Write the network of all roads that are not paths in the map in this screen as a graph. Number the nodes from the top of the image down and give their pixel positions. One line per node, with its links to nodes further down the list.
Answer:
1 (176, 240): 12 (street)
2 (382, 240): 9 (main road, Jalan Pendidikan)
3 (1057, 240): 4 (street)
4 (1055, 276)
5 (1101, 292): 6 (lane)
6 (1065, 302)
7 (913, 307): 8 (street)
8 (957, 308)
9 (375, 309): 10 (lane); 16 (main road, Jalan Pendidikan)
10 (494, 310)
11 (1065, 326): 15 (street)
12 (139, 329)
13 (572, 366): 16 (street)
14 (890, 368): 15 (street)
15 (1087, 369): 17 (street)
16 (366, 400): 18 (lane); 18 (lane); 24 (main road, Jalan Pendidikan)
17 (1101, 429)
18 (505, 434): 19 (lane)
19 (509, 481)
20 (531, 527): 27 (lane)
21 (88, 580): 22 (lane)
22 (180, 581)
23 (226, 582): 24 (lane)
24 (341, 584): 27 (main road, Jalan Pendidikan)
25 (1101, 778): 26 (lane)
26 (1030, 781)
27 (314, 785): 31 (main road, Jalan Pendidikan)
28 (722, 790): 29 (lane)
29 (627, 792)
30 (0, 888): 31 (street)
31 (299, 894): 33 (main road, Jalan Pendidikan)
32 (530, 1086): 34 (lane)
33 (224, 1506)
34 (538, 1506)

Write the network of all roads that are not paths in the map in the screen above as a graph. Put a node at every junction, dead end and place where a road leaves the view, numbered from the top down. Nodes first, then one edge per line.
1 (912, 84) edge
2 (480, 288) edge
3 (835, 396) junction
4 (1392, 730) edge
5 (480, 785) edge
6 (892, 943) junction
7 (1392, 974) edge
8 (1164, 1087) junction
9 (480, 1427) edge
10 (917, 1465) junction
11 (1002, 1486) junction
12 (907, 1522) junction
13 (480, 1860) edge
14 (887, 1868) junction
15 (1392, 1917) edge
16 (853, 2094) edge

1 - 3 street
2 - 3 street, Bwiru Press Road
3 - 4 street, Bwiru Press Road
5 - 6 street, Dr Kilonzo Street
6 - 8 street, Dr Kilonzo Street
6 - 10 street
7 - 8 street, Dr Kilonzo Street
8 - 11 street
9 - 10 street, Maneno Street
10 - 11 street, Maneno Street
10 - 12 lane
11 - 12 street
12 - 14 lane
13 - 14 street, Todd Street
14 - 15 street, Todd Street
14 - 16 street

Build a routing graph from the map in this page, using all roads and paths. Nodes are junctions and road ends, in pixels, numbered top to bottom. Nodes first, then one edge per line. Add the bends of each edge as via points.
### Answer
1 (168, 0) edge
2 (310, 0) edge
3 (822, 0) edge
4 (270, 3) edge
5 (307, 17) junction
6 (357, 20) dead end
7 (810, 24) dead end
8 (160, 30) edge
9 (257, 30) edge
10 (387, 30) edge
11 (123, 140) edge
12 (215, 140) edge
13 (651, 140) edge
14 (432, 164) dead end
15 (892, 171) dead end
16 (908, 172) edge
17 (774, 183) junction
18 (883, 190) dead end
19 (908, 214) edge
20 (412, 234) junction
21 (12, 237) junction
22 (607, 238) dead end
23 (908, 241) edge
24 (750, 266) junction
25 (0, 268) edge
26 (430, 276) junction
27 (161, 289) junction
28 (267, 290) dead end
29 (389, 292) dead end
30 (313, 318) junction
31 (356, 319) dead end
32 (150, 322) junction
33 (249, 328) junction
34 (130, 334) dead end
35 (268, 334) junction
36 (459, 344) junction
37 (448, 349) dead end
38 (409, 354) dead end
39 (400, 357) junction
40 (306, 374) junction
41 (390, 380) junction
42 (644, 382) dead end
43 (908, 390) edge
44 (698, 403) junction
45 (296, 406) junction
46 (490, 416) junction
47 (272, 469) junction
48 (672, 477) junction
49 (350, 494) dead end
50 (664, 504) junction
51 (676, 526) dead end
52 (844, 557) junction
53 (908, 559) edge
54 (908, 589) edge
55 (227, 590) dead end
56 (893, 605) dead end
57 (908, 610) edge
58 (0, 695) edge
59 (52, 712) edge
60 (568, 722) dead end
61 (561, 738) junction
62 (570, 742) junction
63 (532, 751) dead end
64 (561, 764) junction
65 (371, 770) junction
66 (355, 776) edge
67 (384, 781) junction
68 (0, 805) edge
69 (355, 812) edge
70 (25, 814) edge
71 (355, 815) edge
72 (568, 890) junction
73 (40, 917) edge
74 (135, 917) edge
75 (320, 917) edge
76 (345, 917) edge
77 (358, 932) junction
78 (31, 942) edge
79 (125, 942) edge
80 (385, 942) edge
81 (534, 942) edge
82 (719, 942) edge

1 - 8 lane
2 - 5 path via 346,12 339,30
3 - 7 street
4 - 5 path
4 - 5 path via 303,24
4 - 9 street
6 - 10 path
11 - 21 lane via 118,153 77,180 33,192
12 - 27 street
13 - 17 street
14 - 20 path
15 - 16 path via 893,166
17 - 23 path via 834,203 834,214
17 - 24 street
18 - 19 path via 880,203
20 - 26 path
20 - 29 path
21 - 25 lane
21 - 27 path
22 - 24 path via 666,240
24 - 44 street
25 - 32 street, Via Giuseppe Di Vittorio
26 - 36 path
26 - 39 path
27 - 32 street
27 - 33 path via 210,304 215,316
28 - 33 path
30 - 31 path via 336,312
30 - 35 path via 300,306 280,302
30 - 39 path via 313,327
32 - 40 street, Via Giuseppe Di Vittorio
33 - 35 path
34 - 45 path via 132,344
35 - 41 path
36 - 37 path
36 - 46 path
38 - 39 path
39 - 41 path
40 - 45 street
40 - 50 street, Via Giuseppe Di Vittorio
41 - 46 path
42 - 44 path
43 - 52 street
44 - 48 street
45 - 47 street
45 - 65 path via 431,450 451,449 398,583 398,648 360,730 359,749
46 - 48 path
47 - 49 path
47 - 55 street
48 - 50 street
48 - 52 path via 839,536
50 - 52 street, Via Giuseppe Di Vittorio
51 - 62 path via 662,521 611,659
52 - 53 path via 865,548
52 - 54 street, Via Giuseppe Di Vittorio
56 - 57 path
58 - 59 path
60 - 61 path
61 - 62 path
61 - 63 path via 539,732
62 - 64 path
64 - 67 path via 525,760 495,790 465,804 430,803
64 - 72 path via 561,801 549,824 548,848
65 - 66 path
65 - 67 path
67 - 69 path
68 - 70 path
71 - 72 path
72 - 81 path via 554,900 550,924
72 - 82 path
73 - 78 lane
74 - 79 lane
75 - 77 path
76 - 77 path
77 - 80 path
• • • • • • •
### [PROMPT]
Set down the material above again, word for word.

### [ANSWER TO THE EXERCISE]
Write the network of all roads that are not paths in the map in this screen as a graph. Number the nodes from the top of the image down and give their pixel positions. One line per node, with its links to nodes further down the list.
Answer:
1 (176, 240): 12 (street)
2 (382, 240): 9 (main road, Jalan Pendidikan)
3 (1057, 240): 4 (street)
4 (1055, 276)
5 (1101, 292): 6 (lane)
6 (1065, 302)
7 (913, 307): 8 (street)
8 (957, 308)
9 (375, 309): 10 (lane); 16 (main road, Jalan Pendidikan)
10 (494, 310)
11 (1065, 326): 15 (street)
12 (139, 329)
13 (572, 366): 16 (street)
14 (890, 368): 15 (street)
15 (1087, 369): 17 (street)
16 (366, 400): 18 (lane); 18 (lane); 24 (main road, Jalan Pendidikan)
17 (1101, 429)
18 (505, 434): 19 (lane)
19 (509, 481)
20 (531, 527): 27 (lane)
21 (88, 580): 22 (lane)
22 (180, 581)
23 (226, 582): 24 (lane)
24 (341, 584): 27 (main road, Jalan Pendidikan)
25 (1101, 778): 26 (lane)
26 (1030, 781)
27 (314, 785): 31 (main road, Jalan Pendidikan)
28 (722, 790): 29 (lane)
29 (627, 792)
30 (0, 888): 31 (street)
31 (299, 894): 33 (main road, Jalan Pendidikan)
32 (530, 1086): 34 (lane)
33 (224, 1506)
34 (538, 1506)

Write the network of all roads that are not paths in the map in the screen above as a graph. Put a node at every junction, dead end and place where a road leaves the view, numbered from the top down. Nodes first, then one edge per line.
1 (912, 84) edge
2 (480, 288) edge
3 (835, 396) junction
4 (1392, 730) edge
5 (480, 785) edge
6 (892, 943) junction
7 (1392, 974) edge
8 (1164, 1087) junction
9 (480, 1427) edge
10 (917, 1465) junction
11 (1002, 1486) junction
12 (907, 1522) junction
13 (480, 1860) edge
14 (887, 1868) junction
15 (1392, 1917) edge
16 (853, 2094) edge

1 - 3 street
2 - 3 street, Bwiru Press Road
3 - 4 street, Bwiru Press Road
5 - 6 street, Dr Kilonzo Street
6 - 8 street, Dr Kilonzo Street
6 - 10 street
7 - 8 street, Dr Kilonzo Street
8 - 11 street
9 - 10 street, Maneno Street
10 - 11 street, Maneno Street
10 - 12 lane
11 - 12 street
12 - 14 lane
13 - 14 street, Todd Street
14 - 15 street, Todd Street
14 - 16 street

Build a routing graph from the map in this page, using all roads and paths. Nodes are junctions and road ends, in pixels, numbered top to bottom. Nodes first, then one edge per line. Add the bends of each edge as via points.
### Answer
1 (168, 0) edge
2 (310, 0) edge
3 (822, 0) edge
4 (270, 3) edge
5 (307, 17) junction
6 (357, 20) dead end
7 (810, 24) dead end
8 (160, 30) edge
9 (257, 30) edge
10 (387, 30) edge
11 (123, 140) edge
12 (215, 140) edge
13 (651, 140) edge
14 (432, 164) dead end
15 (892, 171) dead end
16 (908, 172) edge
17 (774, 183) junction
18 (883, 190) dead end
19 (908, 214) edge
20 (412, 234) junction
21 (12, 237) junction
22 (607, 238) dead end
23 (908, 241) edge
24 (750, 266) junction
25 (0, 268) edge
26 (430, 276) junction
27 (161, 289) junction
28 (267, 290) dead end
29 (389, 292) dead end
30 (313, 318) junction
31 (356, 319) dead end
32 (150, 322) junction
33 (249, 328) junction
34 (130, 334) dead end
35 (268, 334) junction
36 (459, 344) junction
37 (448, 349) dead end
38 (409, 354) dead end
39 (400, 357) junction
40 (306, 374) junction
41 (390, 380) junction
42 (644, 382) dead end
43 (908, 390) edge
44 (698, 403) junction
45 (296, 406) junction
46 (490, 416) junction
47 (272, 469) junction
48 (672, 477) junction
49 (350, 494) dead end
50 (664, 504) junction
51 (676, 526) dead end
52 (844, 557) junction
53 (908, 559) edge
54 (908, 589) edge
55 (227, 590) dead end
56 (893, 605) dead end
57 (908, 610) edge
58 (0, 695) edge
59 (52, 712) edge
60 (568, 722) dead end
61 (561, 738) junction
62 (570, 742) junction
63 (532, 751) dead end
64 (561, 764) junction
65 (371, 770) junction
66 (355, 776) edge
67 (384, 781) junction
68 (0, 805) edge
69 (355, 812) edge
70 (25, 814) edge
71 (355, 815) edge
72 (568, 890) junction
73 (40, 917) edge
74 (135, 917) edge
75 (320, 917) edge
76 (345, 917) edge
77 (358, 932) junction
78 (31, 942) edge
79 (125, 942) edge
80 (385, 942) edge
81 (534, 942) edge
82 (719, 942) edge

1 - 8 lane
2 - 5 path via 346,12 339,30
3 - 7 street
4 - 5 path
4 - 5 path via 303,24
4 - 9 street
6 - 10 path
11 - 21 lane via 118,153 77,180 33,192
12 - 27 street
13 - 17 street
14 - 20 path
15 - 16 path via 893,166
17 - 23 path via 834,203 834,214
17 - 24 street
18 - 19 path via 880,203
20 - 26 path
20 - 29 path
21 - 25 lane
21 - 27 path
22 - 24 path via 666,240
24 - 44 street
25 - 32 street, Via Giuseppe Di Vittorio
26 - 36 path
26 - 39 path
27 - 32 street
27 - 33 path via 210,304 215,316
28 - 33 path
30 - 31 path via 336,312
30 - 35 path via 300,306 280,302
30 - 39 path via 313,327
32 - 40 street, Via Giuseppe Di Vittorio
33 - 35 path
34 - 45 path via 132,344
35 - 41 path
36 - 37 path
36 - 46 path
38 - 39 path
39 - 41 path
40 - 45 street
40 - 50 street, Via Giuseppe Di Vittorio
41 - 46 path
42 - 44 path
43 - 52 street
44 - 48 street
45 - 47 street
45 - 65 path via 431,450 451,449 398,583 398,648 360,730 359,749
46 - 48 path
47 - 49 path
47 - 55 street
48 - 50 street
48 - 52 path via 839,536
50 - 52 street, Via Giuseppe Di Vittorio
51 - 62 path via 662,521 611,659
52 - 53 path via 865,548
52 - 54 street, Via Giuseppe Di Vittorio
56 - 57 path
58 - 59 path
60 - 61 path
61 - 62 path
61 - 63 path via 539,732
62 - 64 path
64 - 67 path via 525,760 495,790 465,804 430,803
64 - 72 path via 561,801 549,824 548,848
65 - 66 path
65 - 67 path
67 - 69 path
68 - 70 path
71 - 72 path
72 - 81 path via 554,900 550,924
72 - 82 path
73 - 78 lane
74 - 79 lane
75 - 77 path
76 - 77 path
77 - 80 path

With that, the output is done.